### Exercise instructions
Transcribe the entries below exactly; leave every image out.

### Exercise materials
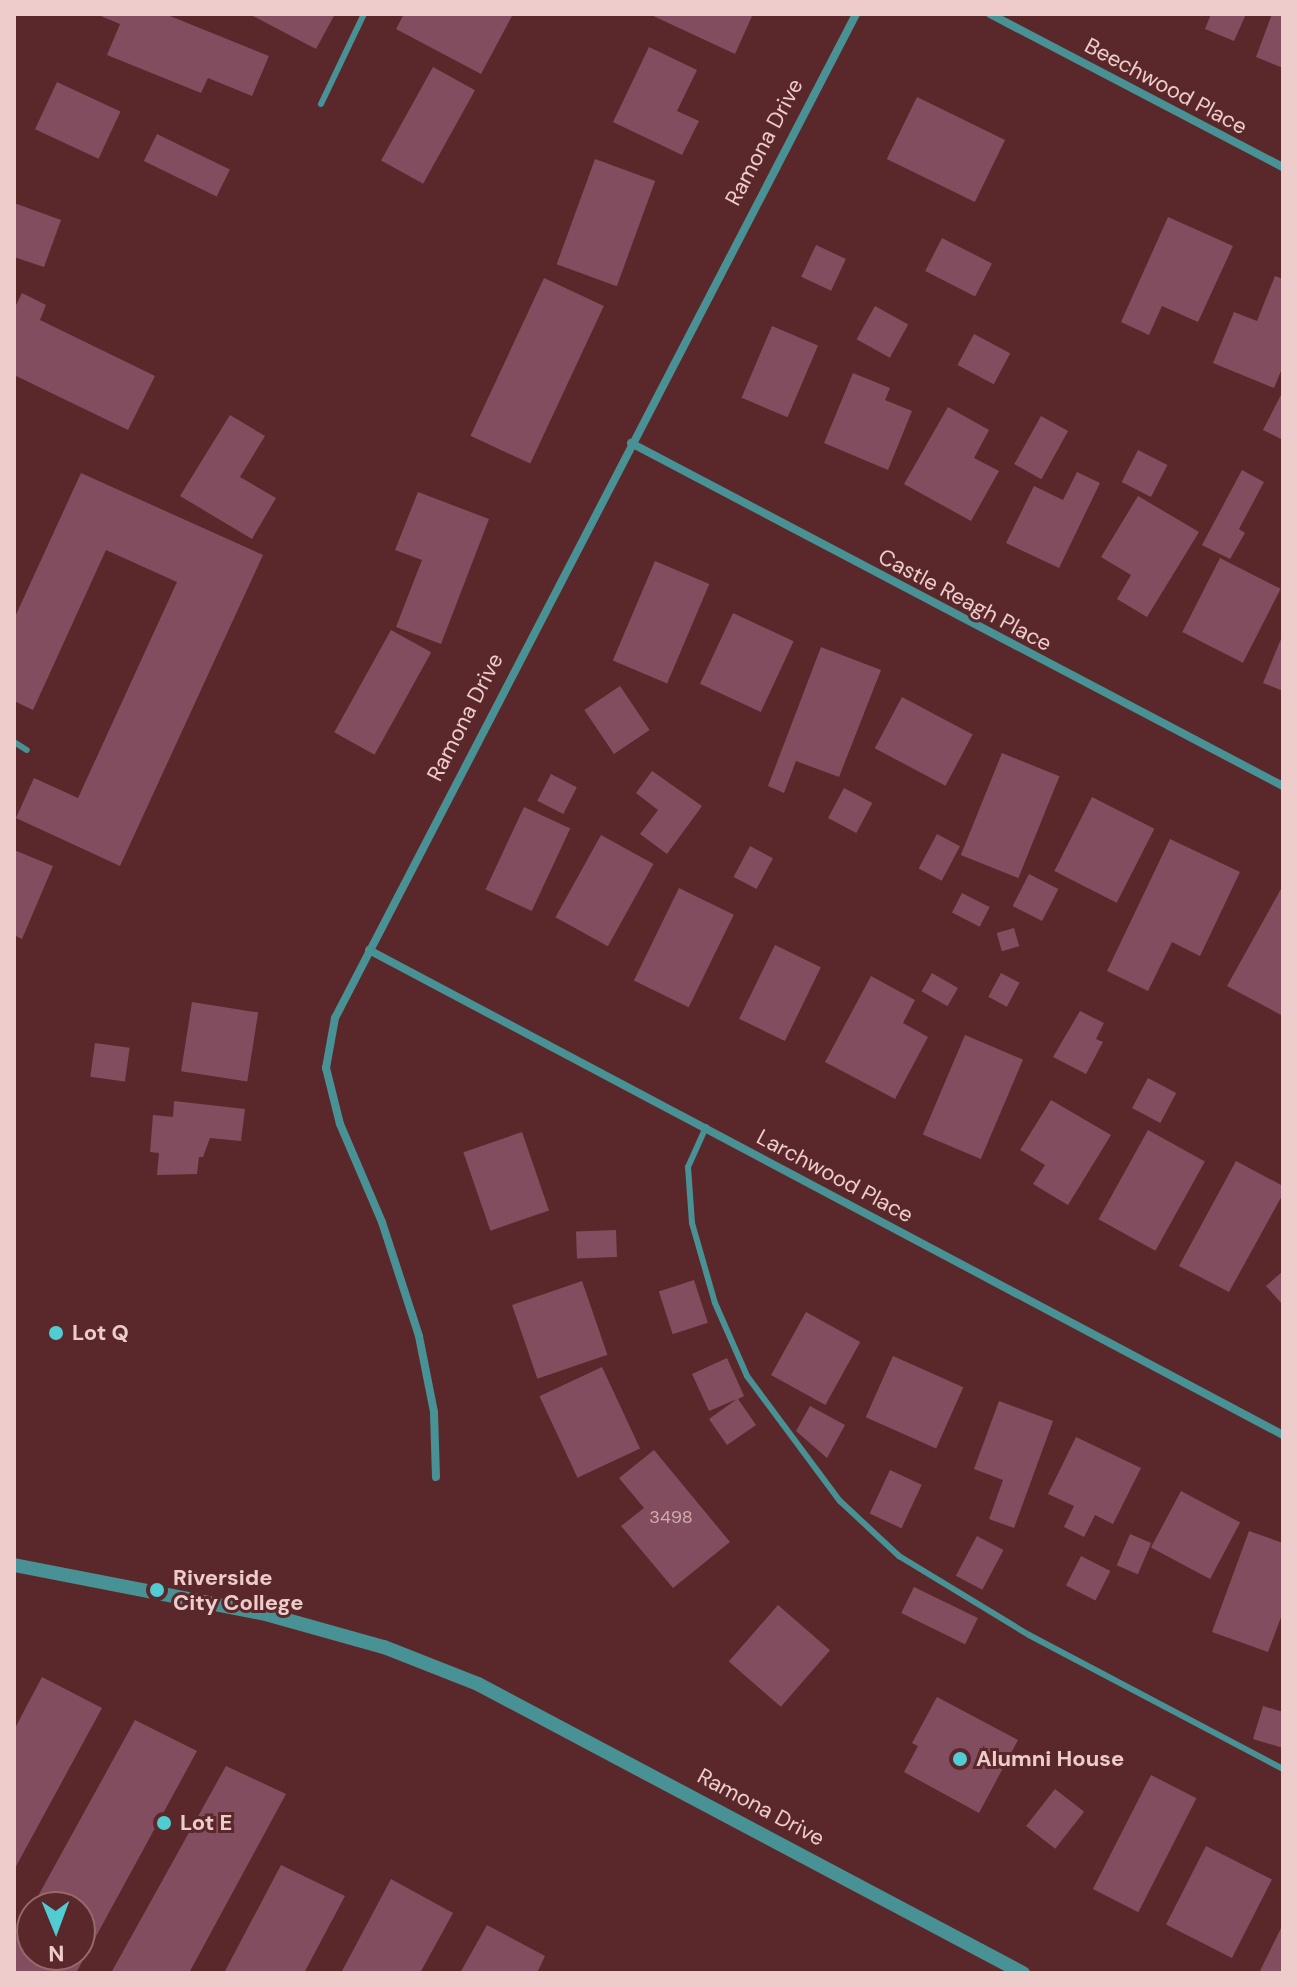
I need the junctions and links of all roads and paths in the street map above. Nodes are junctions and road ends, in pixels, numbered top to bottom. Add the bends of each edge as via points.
1 (364, 14) edge
2 (856, 14) edge
3 (990, 14) edge
4 (321, 104) dead end
5 (1283, 167) edge
6 (631, 443) junction
7 (14, 742) edge
8 (27, 750) dead end
9 (1283, 786) edge
10 (369, 950) junction
11 (706, 1127) junction
12 (1283, 1435) edge
13 (436, 1477) dead end
14 (14, 1565) edge
15 (1283, 1769) edge
16 (1023, 1973) edge

1 - 4 lane
2 - 6 street, Ramona Drive
3 - 5 street, Beechwood Place
6 - 9 street, Castle Reagh Place
6 - 10 street, Ramona Drive
7 - 8 lane
10 - 11 street, Larchwood Place
10 - 13 street, Ramona Drive via 335,1018 326,1068 340,1124 382,1222 419,1336 434,1412
11 - 12 street, Larchwood Place
11 - 15 lane via 688,1167 692,1223 715,1303 747,1376 840,1501 899,1556 1029,1635
14 - 16 street, Ramona Drive via 262,1613 384,1647 478,1684

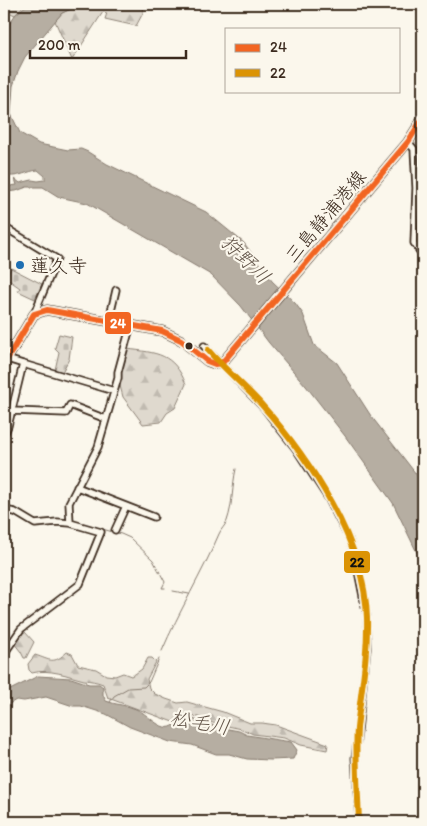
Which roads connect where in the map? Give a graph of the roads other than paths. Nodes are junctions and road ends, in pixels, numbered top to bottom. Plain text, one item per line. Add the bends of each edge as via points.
1 (423, 117) edge
2 (408, 142) junction
3 (4, 227) edge
4 (423, 256) edge
5 (116, 290) dead end
6 (34, 314) junction
7 (108, 320) junction
8 (131, 324) junction
9 (4, 344) edge
10 (204, 346) dead end
11 (14, 347) junction
12 (5, 361) edge
13 (222, 363) junction
14 (23, 364) junction
15 (114, 390) junction
16 (12, 411) junction
17 (106, 419) junction
18 (4, 434) edge
19 (77, 487) junction
20 (126, 506) junction
21 (4, 510) edge
22 (154, 517) dead end
23 (70, 523) junction
24 (115, 530) dead end
25 (4, 654) edge
26 (359, 822) edge

1 - 2 main road, 三島静浦港線
2 - 4 street via 415,153 414,243
2 - 13 main road, 三島静浦港線
3 - 6 street via 57,259
5 - 7 street
6 - 7 main road via 53,310
6 - 11 main road
7 - 8 main road
8 - 13 main road via 172,334 207,361
8 - 15 street
9 - 11 main road
10 - 13 street
11 - 12 main road
12 - 14 street
13 - 26 street via 263,406 317,478 355,556 367,616 367,649 355,758
14 - 15 street
14 - 16 street
15 - 17 street
16 - 17 street via 66,413 70,405
16 - 18 street
17 - 19 street via 98,447
19 - 20 street
19 - 23 street via 69,503
20 - 22 street
20 - 24 street
21 - 23 street via 15,512 35,524
23 - 25 street via 100,532 82,581 21,629

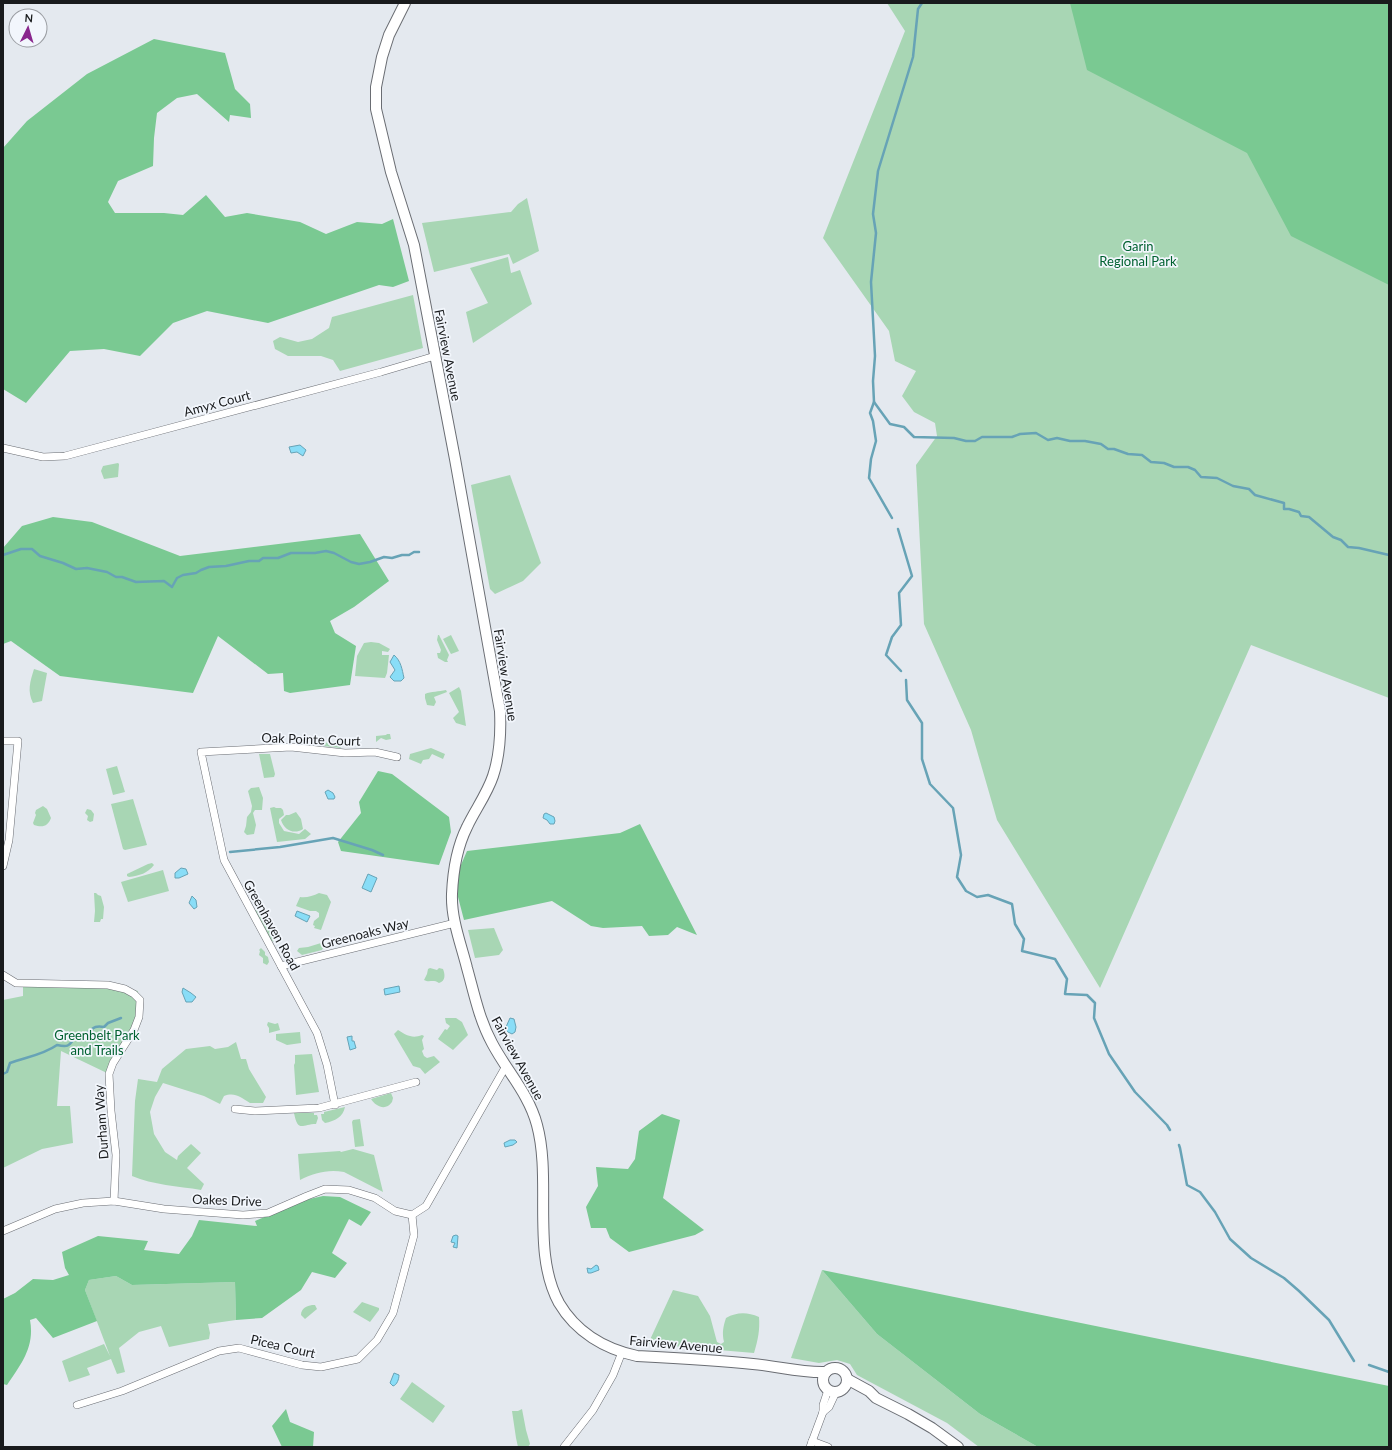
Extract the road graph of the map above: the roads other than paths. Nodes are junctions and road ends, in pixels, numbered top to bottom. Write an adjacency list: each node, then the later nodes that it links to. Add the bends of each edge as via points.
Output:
1 (405, 3): 2 (main road, Fairview Avenue, via 389,35 382,57 376,87 376,109 391,172 414,245)
2 (435, 356): 3 (street, Amyx Court, via 65,456 43,456); 8 (main road, Fairview Avenue, via 485,622 501,728 494,774 458,850 452,895)
3 (3, 448)
4 (3, 741): 7 (street, via 18,741 9,840)
5 (201, 752): 6 (street, Oak Pointe Court, via 291,747 344,753 375,752); 9 (street, Greenhaven Road, via 224,860)
6 (396, 757)
7 (3, 864)
8 (455, 923): 9 (street, Greenoaks Way); 11 (main road, Fairview Avenue, via 481,1019 492,1044)
9 (281, 966): 13 (street, Greenhaven Road, via 317,1033)
10 (3, 975): 15 (street, Durham Way, via 16,983 108,984 125,989 140,1000 139,1017 134,1030 112,1063 109,1074 116,1156)
11 (506, 1066): 16 (street, via 426,1206); 18 (main road, Fairview Avenue, via 533,1111 540,1136 546,1259 554,1291 559,1303 585,1333)
12 (416, 1082): 13 (street)
13 (335, 1105): 14 (street, via 255,1111)
14 (235, 1109)
15 (114, 1201): 16 (street, Oakes Drive, via 164,1209 243,1215 268,1213 325,1190 349,1190 375,1198 395,1211); 17 (street, Oakes Drive, via 83,1203 55,1209)
16 (412, 1215): 22 (street, Picea Court, via 414,1235 393,1313 377,1340 358,1358 322,1367 239,1348 219,1351 122,1391)
17 (3, 1231)
18 (622, 1352): 19 (main road, Fairview Avenue, via 637,1356 748,1363); 24 (street, via 613,1375 593,1410)
19 (789, 1370): 20 (main road, Fairview Avenue); 21 (main road, Fairview Avenue, via 797,1375)
20 (826, 1372): 21 (main road, via 823,1377); 21 (main road, Fairview Avenue, via 832,1368 844,1373)
21 (835, 1386): 23 (street, via 823,1405 824,1412); 26 (main road, Fairview Avenue, via 876,1398 914,1417)
22 (76, 1405)
23 (811, 1444): 25 (street)
24 (564, 1447)
25 (828, 1447)
26 (958, 1447)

### Finished task
I need the junctions and links of all roads and paths in the street map above. Nodes are junctions and road ends, in pixels, numbered top to bottom. Add the bends of each edge as via points.
1 (364, 14) edge
2 (856, 14) edge
3 (990, 14) edge
4 (321, 104) dead end
5 (1283, 167) edge
6 (631, 443) junction
7 (14, 742) edge
8 (27, 750) dead end
9 (1283, 786) edge
10 (369, 950) junction
11 (706, 1127) junction
12 (1283, 1435) edge
13 (436, 1477) dead end
14 (14, 1565) edge
15 (1283, 1769) edge
16 (1023, 1973) edge

1 - 4 lane
2 - 6 street, Ramona Drive
3 - 5 street, Beechwood Place
6 - 9 street, Castle Reagh Place
6 - 10 street, Ramona Drive
7 - 8 lane
10 - 11 street, Larchwood Place
10 - 13 street, Ramona Drive via 335,1018 326,1068 340,1124 382,1222 419,1336 434,1412
11 - 12 street, Larchwood Place
11 - 15 lane via 688,1167 692,1223 715,1303 747,1376 840,1501 899,1556 1029,1635
14 - 16 street, Ramona Drive via 262,1613 384,1647 478,1684

Which roads connect where in the map? Give a graph of the roads other than paths. Nodes are junctions and road ends, in pixels, numbered top to bottom. Plain text, one item per line. Add the bends of each edge as via points.
1 (423, 117) edge
2 (408, 142) junction
3 (4, 227) edge
4 (423, 256) edge
5 (116, 290) dead end
6 (34, 314) junction
7 (108, 320) junction
8 (131, 324) junction
9 (4, 344) edge
10 (204, 346) dead end
11 (14, 347) junction
12 (5, 361) edge
13 (222, 363) junction
14 (23, 364) junction
15 (114, 390) junction
16 (12, 411) junction
17 (106, 419) junction
18 (4, 434) edge
19 (77, 487) junction
20 (126, 506) junction
21 (4, 510) edge
22 (154, 517) dead end
23 (70, 523) junction
24 (115, 530) dead end
25 (4, 654) edge
26 (359, 822) edge

1 - 2 main road, 三島静浦港線
2 - 4 street via 415,153 414,243
2 - 13 main road, 三島静浦港線
3 - 6 street via 57,259
5 - 7 street
6 - 7 main road via 53,310
6 - 11 main road
7 - 8 main road
8 - 13 main road via 172,334 207,361
8 - 15 street
9 - 11 main road
10 - 13 street
11 - 12 main road
12 - 14 street
13 - 26 street via 263,406 317,478 355,556 367,616 367,649 355,758
14 - 15 street
14 - 16 street
15 - 17 street
16 - 17 street via 66,413 70,405
16 - 18 street
17 - 19 street via 98,447
19 - 20 street
19 - 23 street via 69,503
20 - 22 street
20 - 24 street
21 - 23 street via 15,512 35,524
23 - 25 street via 100,532 82,581 21,629

Extract the road graph of the map above: the roads other than paths. Nodes are junctions and road ends, in pixels, numbered top to bottom. Write an adjacency list: each node, then the later nodes that it links to. Add the bends of each edge as via points.
Output:
1 (405, 3): 2 (main road, Fairview Avenue, via 389,35 382,57 376,87 376,109 391,172 414,245)
2 (435, 356): 3 (street, Amyx Court, via 65,456 43,456); 8 (main road, Fairview Avenue, via 485,622 501,728 494,774 458,850 452,895)
3 (3, 448)
4 (3, 741): 7 (street, via 18,741 9,840)
5 (201, 752): 6 (street, Oak Pointe Court, via 291,747 344,753 375,752); 9 (street, Greenhaven Road, via 224,860)
6 (396, 757)
7 (3, 864)
8 (455, 923): 9 (street, Greenoaks Way); 11 (main road, Fairview Avenue, via 481,1019 492,1044)
9 (281, 966): 13 (street, Greenhaven Road, via 317,1033)
10 (3, 975): 15 (street, Durham Way, via 16,983 108,984 125,989 140,1000 139,1017 134,1030 112,1063 109,1074 116,1156)
11 (506, 1066): 16 (street, via 426,1206); 18 (main road, Fairview Avenue, via 533,1111 540,1136 546,1259 554,1291 559,1303 585,1333)
12 (416, 1082): 13 (street)
13 (335, 1105): 14 (street, via 255,1111)
14 (235, 1109)
15 (114, 1201): 16 (street, Oakes Drive, via 164,1209 243,1215 268,1213 325,1190 349,1190 375,1198 395,1211); 17 (street, Oakes Drive, via 83,1203 55,1209)
16 (412, 1215): 22 (street, Picea Court, via 414,1235 393,1313 377,1340 358,1358 322,1367 239,1348 219,1351 122,1391)
17 (3, 1231)
18 (622, 1352): 19 (main road, Fairview Avenue, via 637,1356 748,1363); 24 (street, via 613,1375 593,1410)
19 (789, 1370): 20 (main road, Fairview Avenue); 21 (main road, Fairview Avenue, via 797,1375)
20 (826, 1372): 21 (main road, via 823,1377); 21 (main road, Fairview Avenue, via 832,1368 844,1373)
21 (835, 1386): 23 (street, via 823,1405 824,1412); 26 (main road, Fairview Avenue, via 876,1398 914,1417)
22 (76, 1405)
23 (811, 1444): 25 (street)
24 (564, 1447)
25 (828, 1447)
26 (958, 1447)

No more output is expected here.